| TASK REQUIREMENTS |
Copy all lines in the data that contain the string "numbered".

DATASET CONTENT: Begin

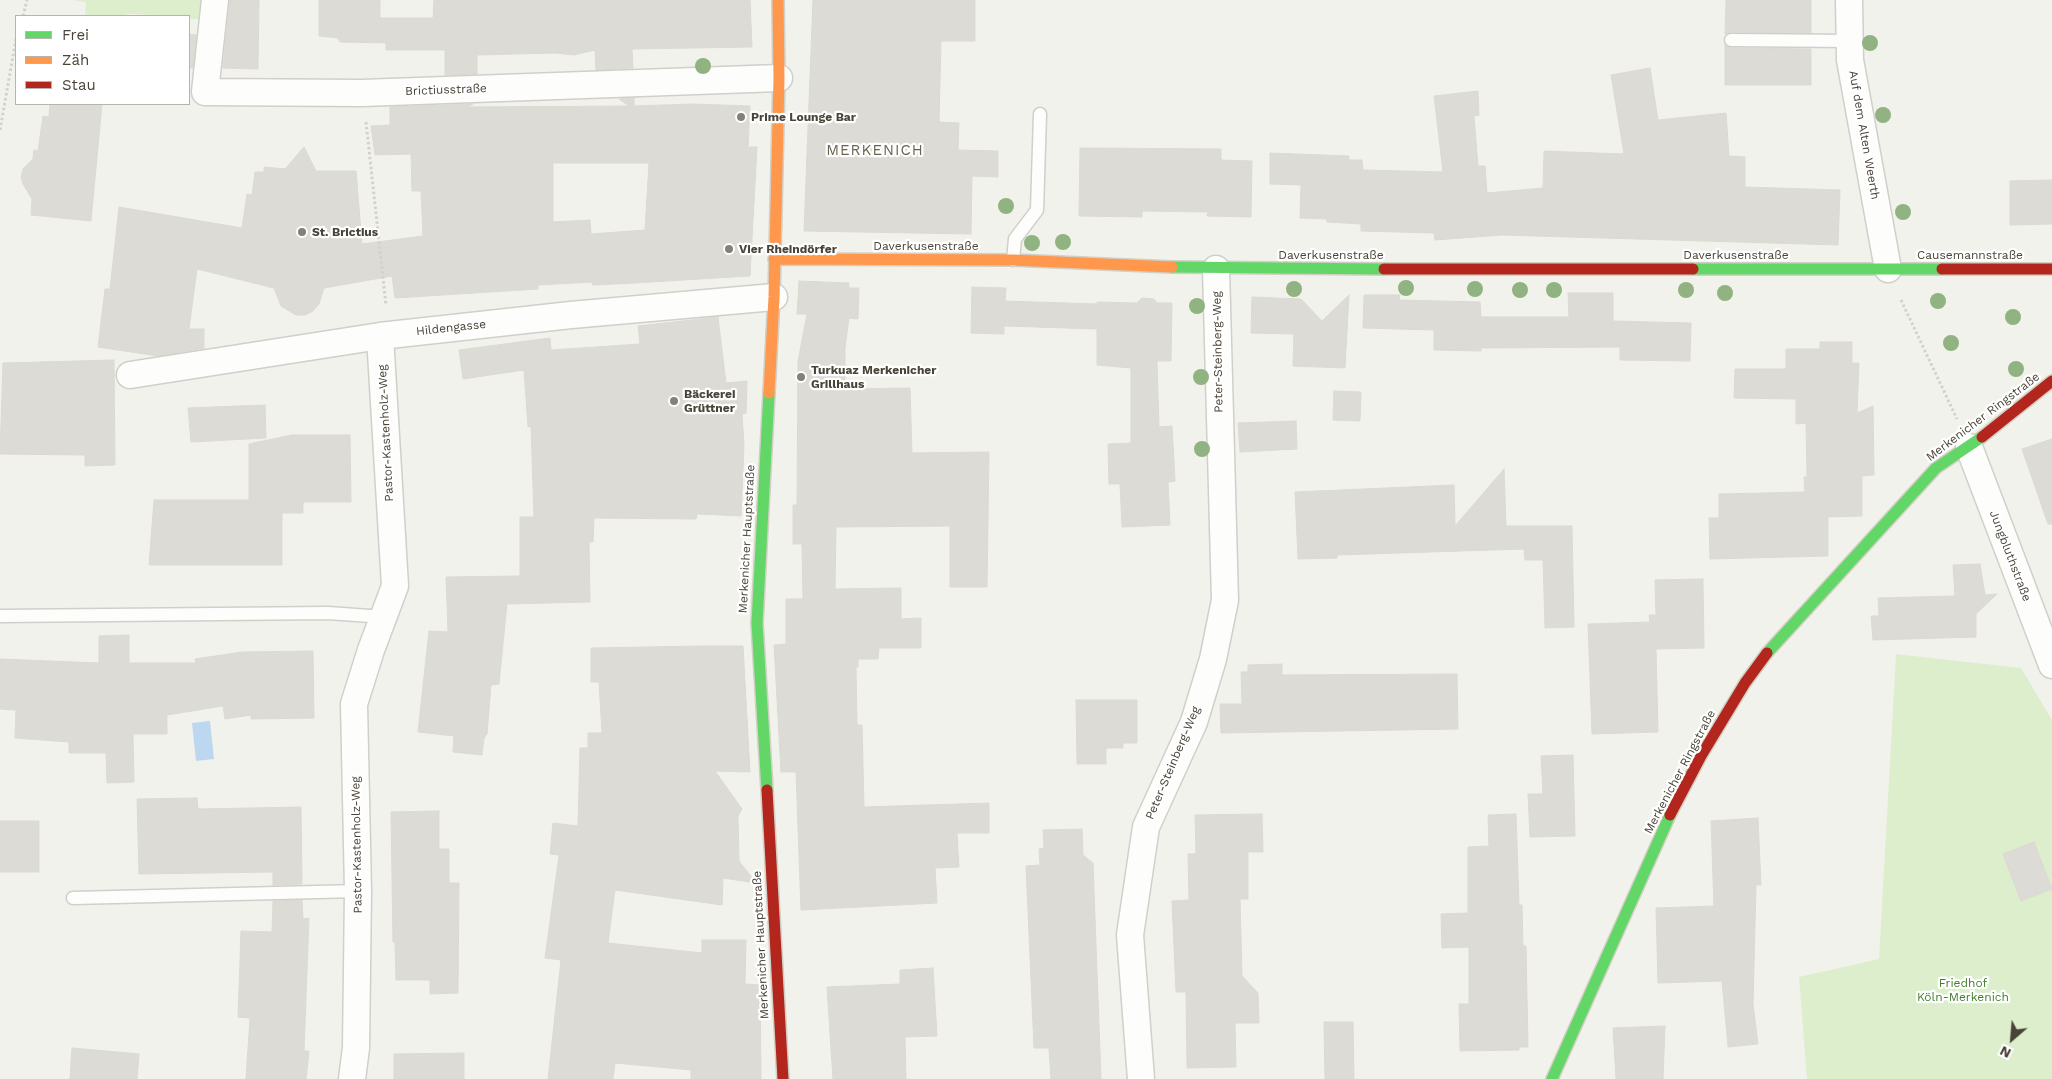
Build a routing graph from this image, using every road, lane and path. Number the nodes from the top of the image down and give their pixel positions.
1 (27, 0) edge
2 (215, 0) edge
3 (778, 0) edge
4 (1849, 0) edge
5 (22, 15) edge
6 (1731, 40) dead end
7 (1850, 41) junction
8 (15, 45) edge
9 (779, 78) junction
10 (362, 93) junction
11 (1040, 114) dead end
12 (0, 130) edge
13 (774, 259) junction
14 (1013, 260) junction
15 (1216, 269) junction
16 (1888, 269) junction
17 (2052, 269) edge
18 (774, 296) junction
19 (385, 336) junction
20 (130, 376) dead end
21 (2052, 381) edge
22 (1969, 447) junction
23 (0, 616) edge
24 (384, 617) junction
25 (2052, 665) edge
26 (358, 891) junction
27 (73, 898) dead end
28 (352, 1079) edge
29 (783, 1079) edge
30 (1141, 1079) edge
31 (1552, 1079) edge

1 - 5 path
2 - 10 street, Brictiusstraße
3 - 9 street, Merkenicher Hauptstraße
4 - 7 street, Auf dem Alten Weerth
6 - 7 lane
7 - 16 street, Auf dem Alten Weerth
8 - 12 path
9 - 10 street, Brictiusstraße
9 - 13 street, Merkenicher Hauptstraße
10 - 19 path
11 - 14 lane
13 - 14 street, Daverkusenstraße
13 - 18 street, Merkenicher Hauptstraße
14 - 15 street, Daverkusenstraße
15 - 16 street, Daverkusenstraße
15 - 30 street, Peter-Steinberg-Weg
16 - 17 street, Causemannstraße
16 - 22 path
18 - 19 street, Hildengasse
18 - 29 street, Merkenicher Hauptstraße
19 - 20 street, Hildengasse
19 - 24 street, Pastor-Kastenholz-Weg
21 - 22 street, Merkenicher Ringstraße
22 - 25 street, Jungbluthstraße
22 - 31 street, Merkenicher Ringstraße
23 - 24 lane
24 - 26 street, Pastor-Kastenholz-Weg
26 - 27 lane
26 - 28 street, Pastor-Kastenholz-Weg

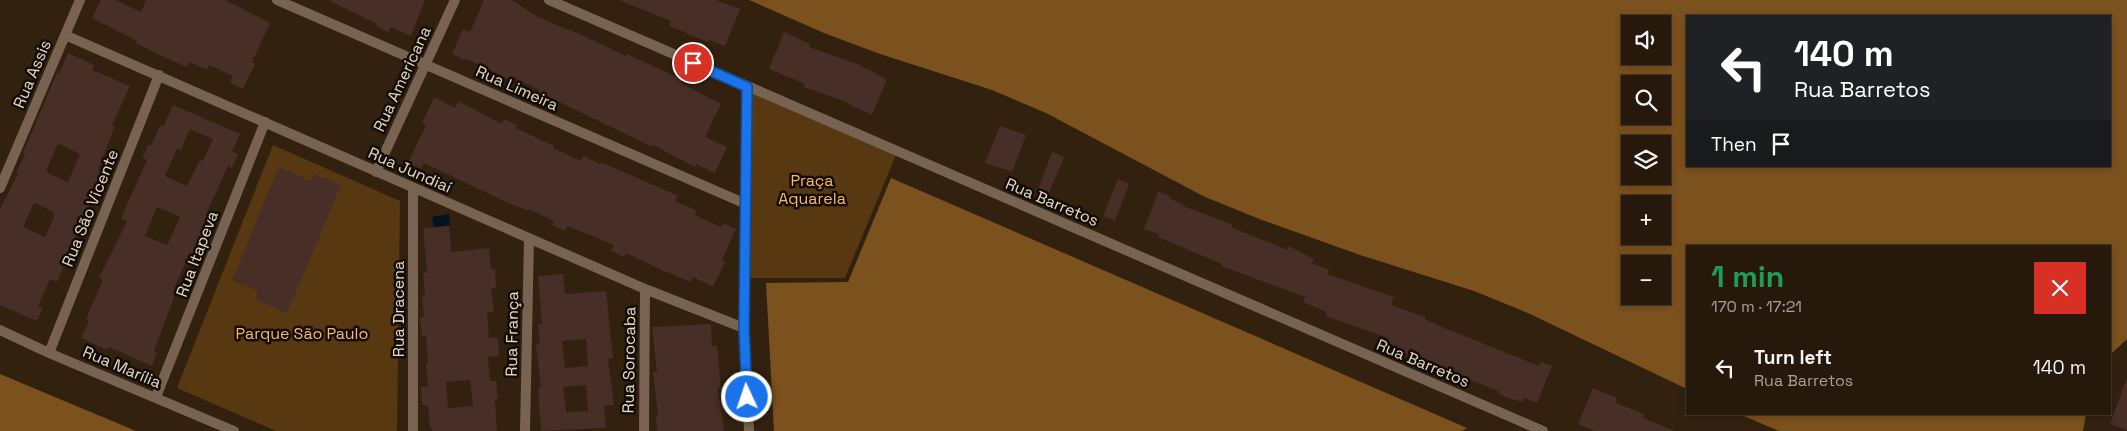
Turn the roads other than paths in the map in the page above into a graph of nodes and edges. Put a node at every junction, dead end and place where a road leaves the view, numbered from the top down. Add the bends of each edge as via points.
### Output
1 (80, 0) edge
2 (277, 0) edge
3 (455, 0) edge
4 (549, 0) edge
5 (65, 35) junction
6 (424, 64) junction
7 (159, 75) junction
8 (747, 87) junction
9 (265, 122) junction
10 (376, 172) junction
11 (0, 188) edge
12 (413, 188) junction
13 (746, 204) junction
14 (529, 238) junction
15 (645, 289) junction
16 (744, 328) junction
17 (0, 330) edge
18 (48, 353) junction
19 (156, 398) junction
20 (234, 431) edge
21 (412, 431) edge
22 (525, 431) edge
23 (644, 431) edge
24 (749, 431) edge
25 (1543, 431) edge

1 - 5 street, Rua Assis
2 - 6 street, Rua Limeira
3 - 6 street, Rua Americana
4 - 8 street, Rua Barretos
5 - 7 street, Rua Jundiaí
5 - 11 street, Rua Assis
6 - 10 street, Rua Americana
6 - 13 street, Rua Limeira
7 - 9 street, Rua Jundiaí
7 - 18 street, Rua São Vicente
8 - 13 street
8 - 25 street, Rua Barretos
9 - 10 street, Rua Jundiaí
9 - 19 street, Rua Itapeva
10 - 12 street, Rua Jundiaí
12 - 14 street, Rua Jundiaí
12 - 21 street, Rua Dracena
13 - 16 street
14 - 15 street, Rua Jundiaí
14 - 22 street, Rua França
15 - 16 street, Rua Jundiaí
15 - 23 street, Rua Sorocaba
16 - 24 street
17 - 18 street, Rua Marília
18 - 19 street, Rua Marília
19 - 20 street, Rua Marília

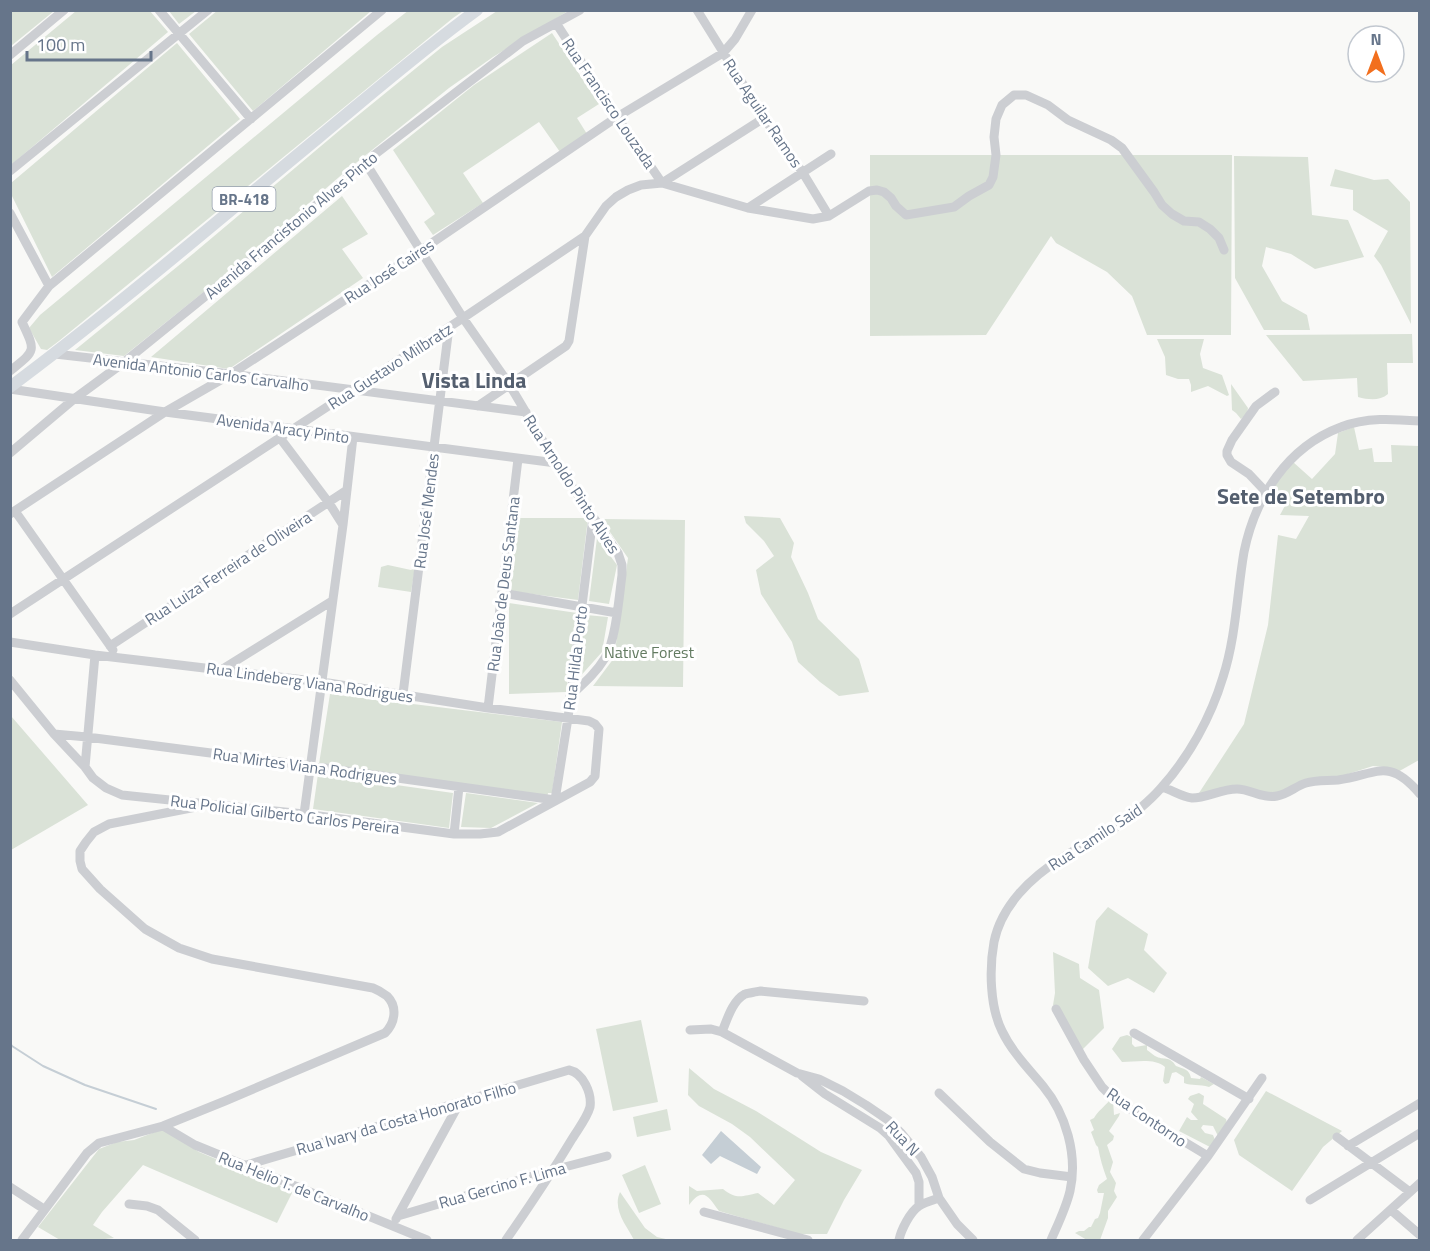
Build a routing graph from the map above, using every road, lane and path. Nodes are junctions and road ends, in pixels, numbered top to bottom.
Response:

DATASET CONTENT: End

| RESULT |
Turn the roads other than paths in the map in the page above into a graph of nodes and edges. Put a node at every junction, dead end and place where a road leaves the view, numbered from the top down. Add the bends of each edge as via points.
Build a routing graph from the map above, using every road, lane and path. Nodes are junctions and road ends, in pixels, numbered top to bottom.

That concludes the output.